Review: Jane Gallop – The Deaths of the Author

Jane Gallop, The Deaths of the Author: Reading and Writing in Time, Duke UP, 2011.

“The death of the author” has long been a theme in literary theory. First posed by the French intellectual Roland Barthes in 1968, and then followed by another Parisian giant Michel Foucault the following year, the phrase became something of a rallying cry for Anglophonic literature critics intent on displacing the writer at the expense of the reader. The author is dead, long live the reader!

But as intellectual fashions come and go, the anti-humanism of these luminary writers and their legion followers has been itself displaced, itself subject to a kind of death. Barthes and Foucault are long dead (1980 and 1984), as are many others of the post-structuralist generation of 68 (Derrida in 2004, Baudrillard in 2007). In her wonderfully human take on the subject, Jane Gallop re-examines not only this well-worn critical topic, but the actual deaths of some of these critics. How do we read, and write, in the wake of the author’s literal death?

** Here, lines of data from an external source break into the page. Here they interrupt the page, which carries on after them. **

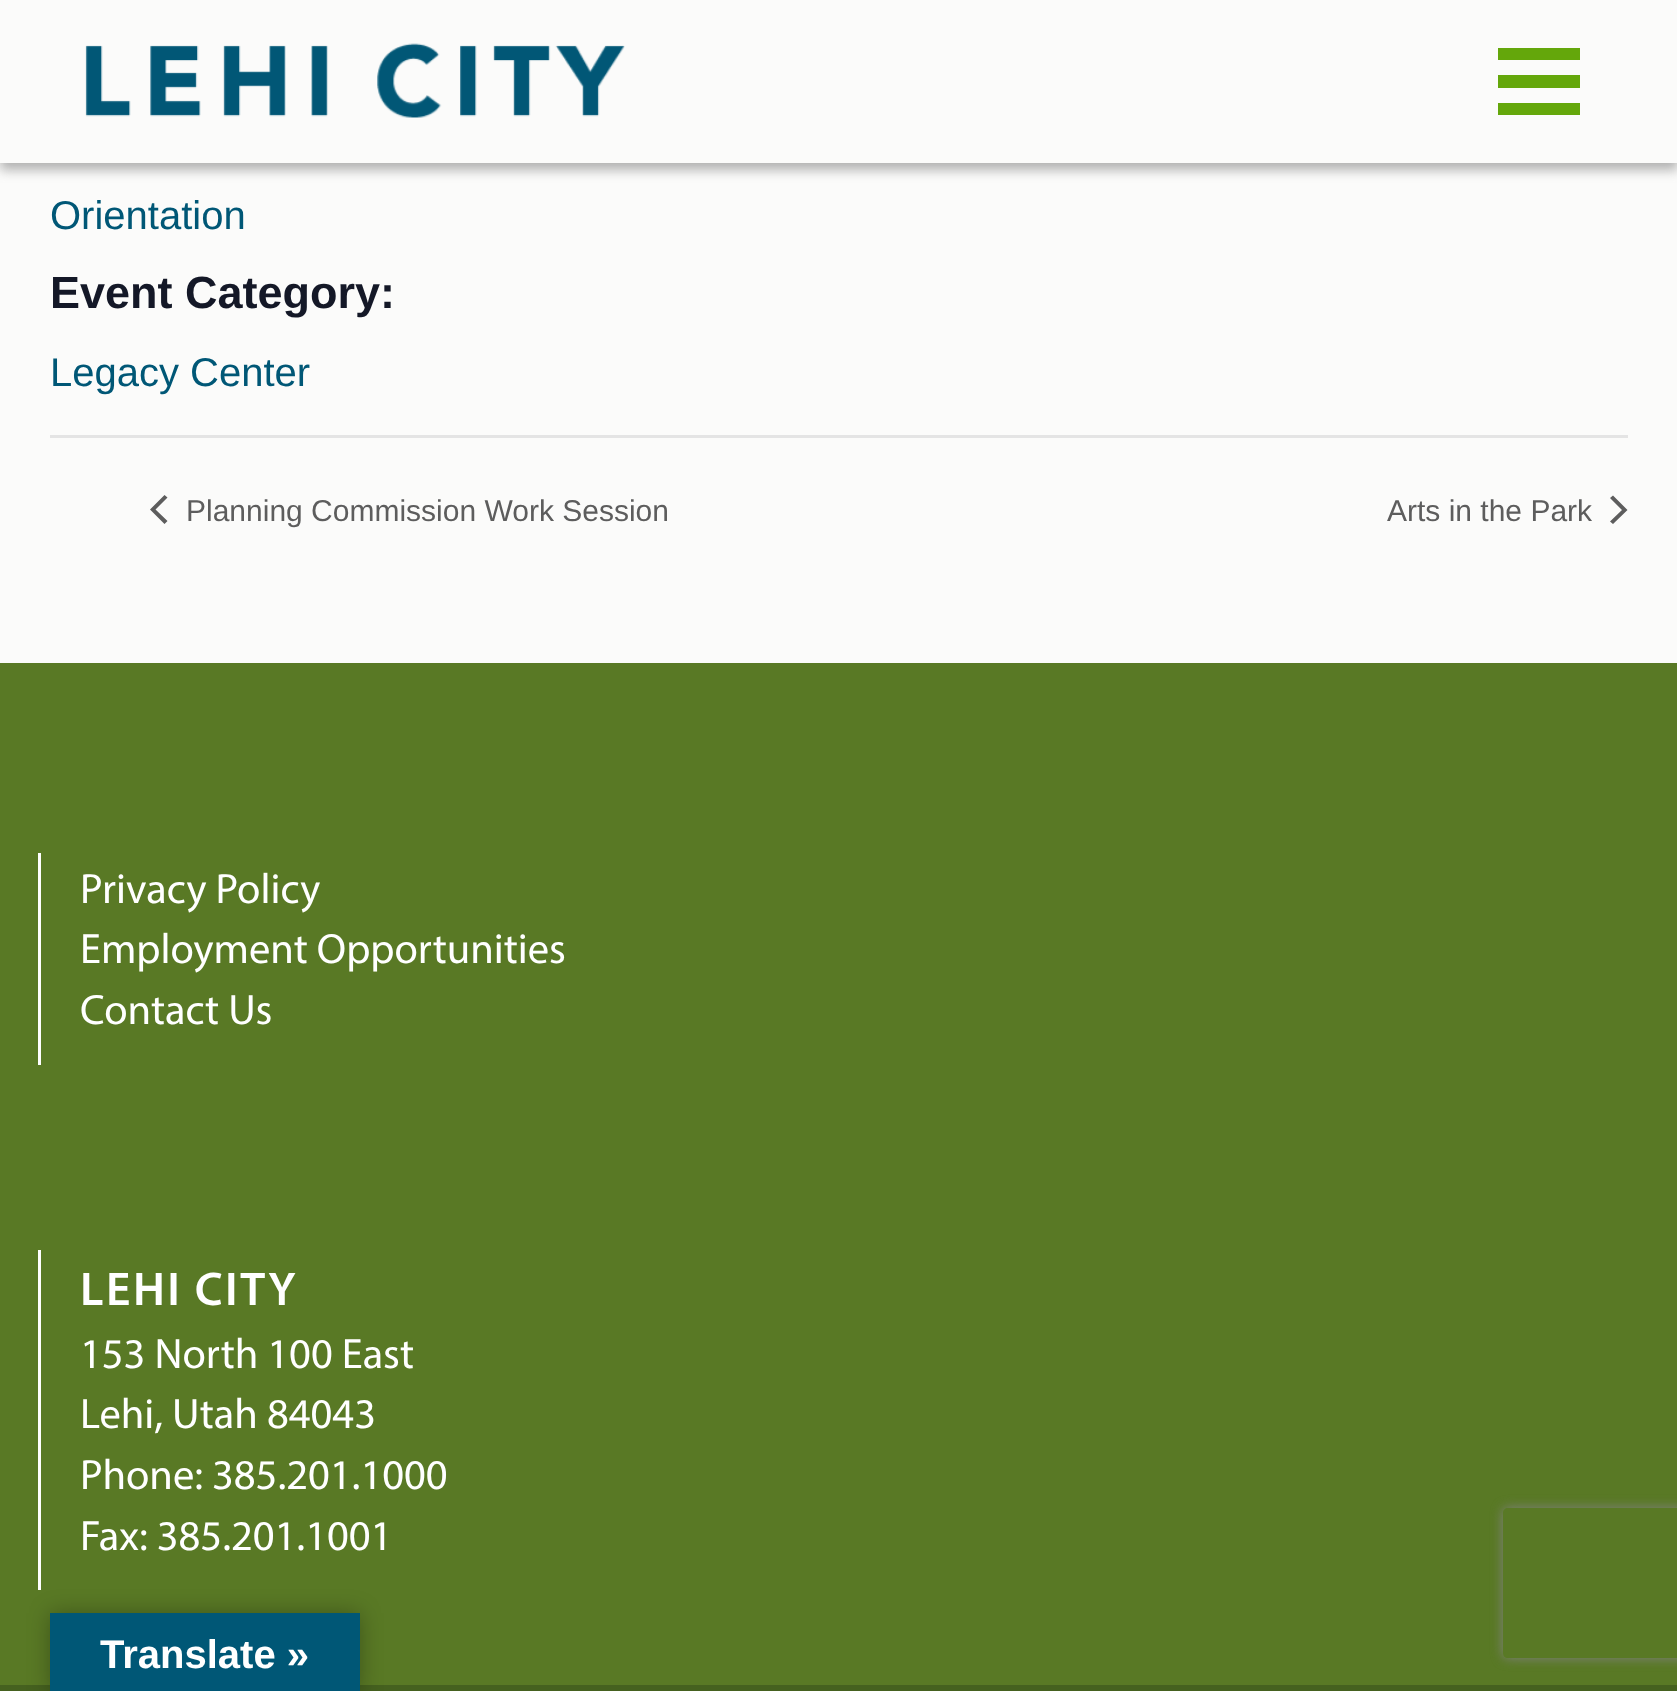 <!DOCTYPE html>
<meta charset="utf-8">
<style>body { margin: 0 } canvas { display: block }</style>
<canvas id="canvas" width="1677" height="1691"></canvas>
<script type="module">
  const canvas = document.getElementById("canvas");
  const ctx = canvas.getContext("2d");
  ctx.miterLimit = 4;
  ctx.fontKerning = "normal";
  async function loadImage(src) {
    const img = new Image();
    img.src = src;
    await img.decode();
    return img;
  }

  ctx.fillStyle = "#fbfbfa";
  ctx.fillRect(0, 0, 1677, 1691);
  ctx.fillStyle = "rgba(100, 100, 100, 0.49)";
  ctx.filter = "blur(6px)";
  ctx.beginPath();
  ctx.rect(0, 8, 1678, 162);
  ctx.fill();
  ctx.filter = "none";
  ctx.fillStyle = "#fbfbfa";
  ctx.fillRect(0, 0, 1677, 163);
  ctx.drawImage(await loadImage("img1.png"), 85, 43, 540, 75);
  ctx.fillStyle = "#64a70b";
  ctx.fillRect(1498, 48, 82, 12);
  ctx.fillRect(1498, 75, 82, 13);
  ctx.fillRect(1498, 103, 82, 12);
  ctx.font = "40px Liberation Sans";
  ctx.fillStyle = "#005776";
  ctx.fillText("Orientation", 50, 229);
  ctx.font = "bold 45px Liberation Sans";
  ctx.fillStyle = "#141827";
  ctx.fillText("Event Category:", 50, 308);
  ctx.font = "40px Liberation Sans";
  ctx.fillStyle = "#005776";
  ctx.fillText("Legacy Center", 50, 386);
  ctx.fillStyle = "#e4e4e4";
  ctx.fillRect(50, 435, 1578, 3);
  ctx.fillStyle = "#5d5d5d";
  ctx.beginPath();
  ctx.moveTo(167.5, 521);
  ctx.lineTo(164.5, 524);
  ctx.lineTo(150, 509.5);
  ctx.lineTo(164.5, 495);
  ctx.lineTo(167.5, 497.5);
  ctx.lineTo(155.5, 509.5);
  ctx.closePath();
  ctx.fill();
  ctx.font = "30px Liberation Sans";
  ctx.fillText("Planning Commission Work Session", 186, 521);
  ctx.fillText("Arts in the Park", 1387, 521);
  ctx.beginPath();
  ctx.moveTo(1610, 498);
  ctx.lineTo(1613, 495.5);
  ctx.lineTo(1627.5, 510);
  ctx.lineTo(1613, 524);
  ctx.lineTo(1610, 521.5);
  ctx.lineTo(1622, 510);
  ctx.closePath();
  ctx.fill();
  ctx.fillStyle = "#597925";
  ctx.fillRect(0, 663, 1677, 1022);
  ctx.fillStyle = "#ffffff";
  ctx.fillRect(38, 853, 3, 212);
  ctx.font = "42.5px Myriad";
  ctx.fillText("Privacy Policy", 80, 903);
  ctx.fillText("Employment Opportunities", 80, 963);
  ctx.fillText("Contact Us", 80, 1024);
  ctx.fillRect(38, 1250, 3, 340);
  ctx.letterSpacing = "2.5px";
  ctx.font = "600 47.5px Myriad";
  ctx.fillText("LEHI CITY", 80, 1305);
  ctx.letterSpacing = "0px";
  ctx.font = "42.5px Myriad";
  ctx.fillText("153 North 100 East", 80, 1368);
  ctx.fillText("Lehi, Utah 84043", 80, 1428);
  ctx.fillText("Phone: 385.201.1000", 80, 1489);
  ctx.fillText("Fax: 385.201.1001", 80, 1550);
  ctx.fillStyle = "#45611f";
  ctx.fillRect(0, 1685, 1677, 6);
  ctx.fillStyle = "rgba(0, 0, 0, 0.3)";
  ctx.filter = "blur(11px)";
  ctx.beginPath();
  ctx.rect(50, 1613, 310, 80);
  ctx.fill();
  ctx.filter = "none";
  ctx.fillStyle = "#005776";
  ctx.fillRect(50, 1613, 310, 78);
  ctx.font = "bold 40px Liberation Sans";
  ctx.fillStyle = "#ffffff";
  ctx.fillText("Translate »", 100, 1668);
  ctx.save();
  ctx.beginPath();
  ctx.moveTo(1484, 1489);
  ctx.lineTo(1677, 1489);
  ctx.lineTo(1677, 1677);
  ctx.lineTo(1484, 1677);
  ctx.closePath();
  ctx.moveTo(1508, 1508);
  ctx.lineTo(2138, 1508);
  ctx.bezierCurveTo(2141, 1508, 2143, 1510, 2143, 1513);
  ctx.lineTo(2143, 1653);
  ctx.bezierCurveTo(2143, 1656, 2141, 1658, 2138, 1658);
  ctx.lineTo(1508, 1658);
  ctx.bezierCurveTo(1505, 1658, 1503, 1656, 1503, 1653);
  ctx.lineTo(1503, 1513);
  ctx.bezierCurveTo(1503, 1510, 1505, 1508, 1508, 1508);
  ctx.closePath();
  ctx.clip("evenodd");
  ctx.fillStyle = "#808080";
  ctx.filter = "blur(6px)";
  ctx.beginPath();
  ctx.roundRect(1503, 1508, 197, 150, 5);
  ctx.fill();
  ctx.filter = "none";
  ctx.restore();
</script> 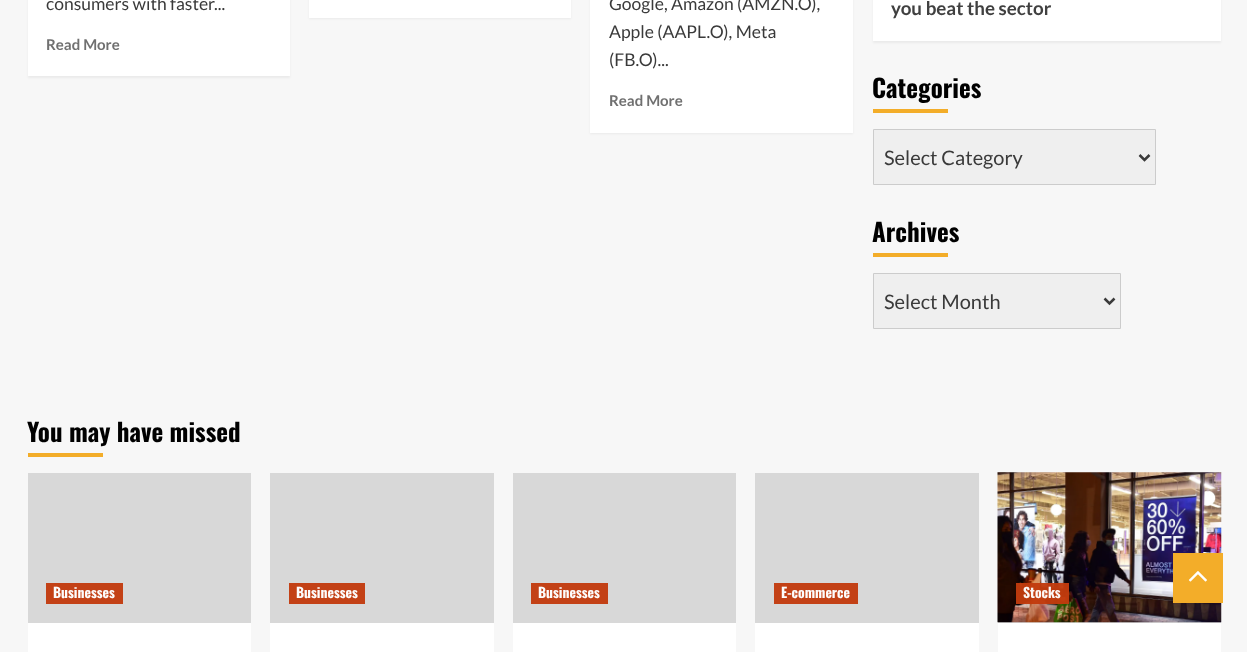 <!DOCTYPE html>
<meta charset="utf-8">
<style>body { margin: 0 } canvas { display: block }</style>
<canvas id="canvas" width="1247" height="652"></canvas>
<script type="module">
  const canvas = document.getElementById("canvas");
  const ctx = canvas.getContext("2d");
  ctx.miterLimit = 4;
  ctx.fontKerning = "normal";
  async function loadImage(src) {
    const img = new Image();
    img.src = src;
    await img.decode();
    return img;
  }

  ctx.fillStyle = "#f7f7f7";
  ctx.fillRect(0, 0, 1247, 652);
  ctx.fillStyle = "rgba(0, 0, 0, 0.05)";
  ctx.filter = "blur(1px)";
  ctx.beginPath();
  ctx.rect(28, -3, 262, 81);
  ctx.fill();
  ctx.filter = "none";
  ctx.fillStyle = "#ffffff";
  ctx.fillRect(28, 0, 262, 76);
  ctx.font = "17.5px Lato";
  ctx.fillStyle = "#3a3a3a";
  ctx.fillText("consumers with faster...", 46, 10);
  ctx.font = "bold 15px Lato";
  ctx.fillStyle = "#707070";
  ctx.fillText("Read More", 46, 50);
  ctx.fillStyle = "rgba(0, 0, 0, 0.05)";
  ctx.filter = "blur(1px)";
  ctx.beginPath();
  ctx.rect(309, -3, 262, 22);
  ctx.fill();
  ctx.filter = "none";
  ctx.fillStyle = "#ffffff";
  ctx.fillRect(309, 0, 262, 18);
  ctx.fillStyle = "rgba(0, 0, 0, 0.05)";
  ctx.filter = "blur(1px)";
  ctx.beginPath();
  ctx.rect(590, -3, 263, 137);
  ctx.fill();
  ctx.filter = "none";
  ctx.fillStyle = "#ffffff";
  ctx.fillRect(590, 0, 263, 133);
  ctx.font = "17.5px Lato";
  ctx.fillStyle = "#3a3a3a";
  ctx.fillText("Google, Amazon (AMZN.O),", 609, 10);
  ctx.fillText("Apple (AAPL.O), Meta", 609, 38);
  ctx.fillText("(FB.O)...", 609, 66);
  ctx.font = "bold 15px Lato";
  ctx.fillStyle = "#707070";
  ctx.fillText("Read More", 609, 106);
  ctx.fillStyle = "rgba(0, 0, 0, 0.05)";
  ctx.filter = "blur(1px)";
  ctx.beginPath();
  ctx.rect(873, -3, 348, 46);
  ctx.fill();
  ctx.filter = "none";
  ctx.fillStyle = "#ffffff";
  ctx.fillRect(873, 0, 348, 41);
  ctx.font = "bold 18.75px Lato";
  ctx.fillStyle = "#404040";
  ctx.fillText("you beat the sector", 891, 15);
  ctx.font = "bold 25px Oswald";
  ctx.fillStyle = "#000000";
  ctx.fillText("Categories", 872, 98);
  ctx.fillStyle = "#f3ad29";
  ctx.fillRect(873, 109, 75, 4);
  ctx.fillStyle = "#efefef";
  ctx.beginPath();
  ctx.rect(873.5, 129.5, 282, 55);
  ctx.fill();
  ctx.strokeStyle = "#cccccc";
  ctx.stroke();
  ctx.beginPath();
  ctx.moveTo(1139.5, 155);
  ctx.lineTo(1144.5, 160);
  ctx.lineTo(1149.5, 155);
  ctx.strokeStyle = "#3a3a3a";
  ctx.lineWidth = 2.5;
  ctx.stroke();
  ctx.font = "20px Lato";
  ctx.fillStyle = "#3a3a3a";
  ctx.fillText("Select Category", 884, 165);
  ctx.font = "bold 25px Oswald";
  ctx.fillStyle = "#000000";
  ctx.fillText("Archives", 872, 242);
  ctx.fillStyle = "#f3ad29";
  ctx.fillRect(873, 253, 75, 4);
  ctx.fillStyle = "#efefef";
  ctx.beginPath();
  ctx.rect(873.5, 273.5, 247, 55);
  ctx.fill();
  ctx.strokeStyle = "#cccccc";
  ctx.lineWidth = 1;
  ctx.stroke();
  ctx.beginPath();
  ctx.moveTo(1104.5, 298.5);
  ctx.lineTo(1109.5, 303.5);
  ctx.lineTo(1114.5, 298.5);
  ctx.strokeStyle = "#3a3a3a";
  ctx.lineWidth = 2.5;
  ctx.stroke();
  ctx.font = "20px Lato";
  ctx.fillStyle = "#3a3a3a";
  ctx.fillText("Select Month", 884, 309);
  ctx.font = "bold 25px Oswald";
  ctx.fillStyle = "#000000";
  ctx.fillText("You may have missed", 27, 442);
  ctx.fillStyle = "#f3ad29";
  ctx.fillRect(28, 453, 75, 4);
  ctx.fillStyle = "#ffffff";
  ctx.fillRect(28, 623, 223, 29);
  ctx.fillStyle = "#d8d8d8";
  ctx.fillRect(28, 473, 223, 150);
  ctx.fillStyle = "#c34116";
  ctx.fillRect(46, 583, 77, 21);
  ctx.font = "bold 13.75px Oswald";
  ctx.fillStyle = "#fdfdfd";
  ctx.fillText("Businesses", 53, 598);
  ctx.fillStyle = "#ffffff";
  ctx.fillRect(270, 623, 224, 29);
  ctx.fillStyle = "#d8d8d8";
  ctx.fillRect(270, 473, 224, 150);
  ctx.fillStyle = "#c34116";
  ctx.fillRect(289, 583, 76, 21);
  ctx.fillStyle = "#fdfdfd";
  ctx.fillText("Businesses", 296, 598);
  ctx.fillStyle = "#ffffff";
  ctx.fillRect(513, 623, 223, 29);
  ctx.fillStyle = "#d8d8d8";
  ctx.fillRect(513, 473, 223, 150);
  ctx.fillStyle = "#c34116";
  ctx.fillRect(531, 583, 77, 21);
  ctx.fillStyle = "#fdfdfd";
  ctx.fillText("Businesses", 538, 598);
  ctx.fillStyle = "#ffffff";
  ctx.fillRect(755, 623, 224, 29);
  ctx.fillStyle = "#d8d8d8";
  ctx.fillRect(755, 473, 224, 150);
  ctx.fillStyle = "#c34116";
  ctx.fillRect(774, 583, 84, 21);
  ctx.fillStyle = "#fdfdfd";
  ctx.fillText("E-commerce", 781, 598);
  ctx.fillStyle = "#ffffff";
  ctx.fillRect(998, 623, 223, 29);
  ctx.fillStyle = "#d8d8d8";
  ctx.fillRect(998, 622, 223, 1);
  ctx.drawImage(await loadImage("img1.png"), 997, 472, 225, 151);
  ctx.fillStyle = "rgba(194, 59, 14, 0.96)";
  ctx.fillRect(1016, 583, 53, 21);
  ctx.fillStyle = "#fcf7f5";
  ctx.fillText("Stocks", 1023, 598);
  ctx.fillStyle = "#f3ad29";
  ctx.fillRect(1173, 553, 50, 50);
  ctx.drawImage(await loadImage("img2.png"), 1188, 571, 19, 11);
</script>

After a lucid introduction to those two groundbreaking papers, Gallop begins with a look at Barthes, noting that, having grandly declared the author dead in 1968, Barthes was already looking for its “friendly return” in 1973. Though the author (or rather capital A Author) as institution is still dead, Barthes has moved on to framing the author as desirable. Gallop argues that this surreptitiously revives the old theme of the author’s immortality – now the author achieves immortality by being able to touch bodies after death. This chapter works well, focusing on the erotics of Barthes’ work and showing how the author continues to exert a kind of a force on the reader.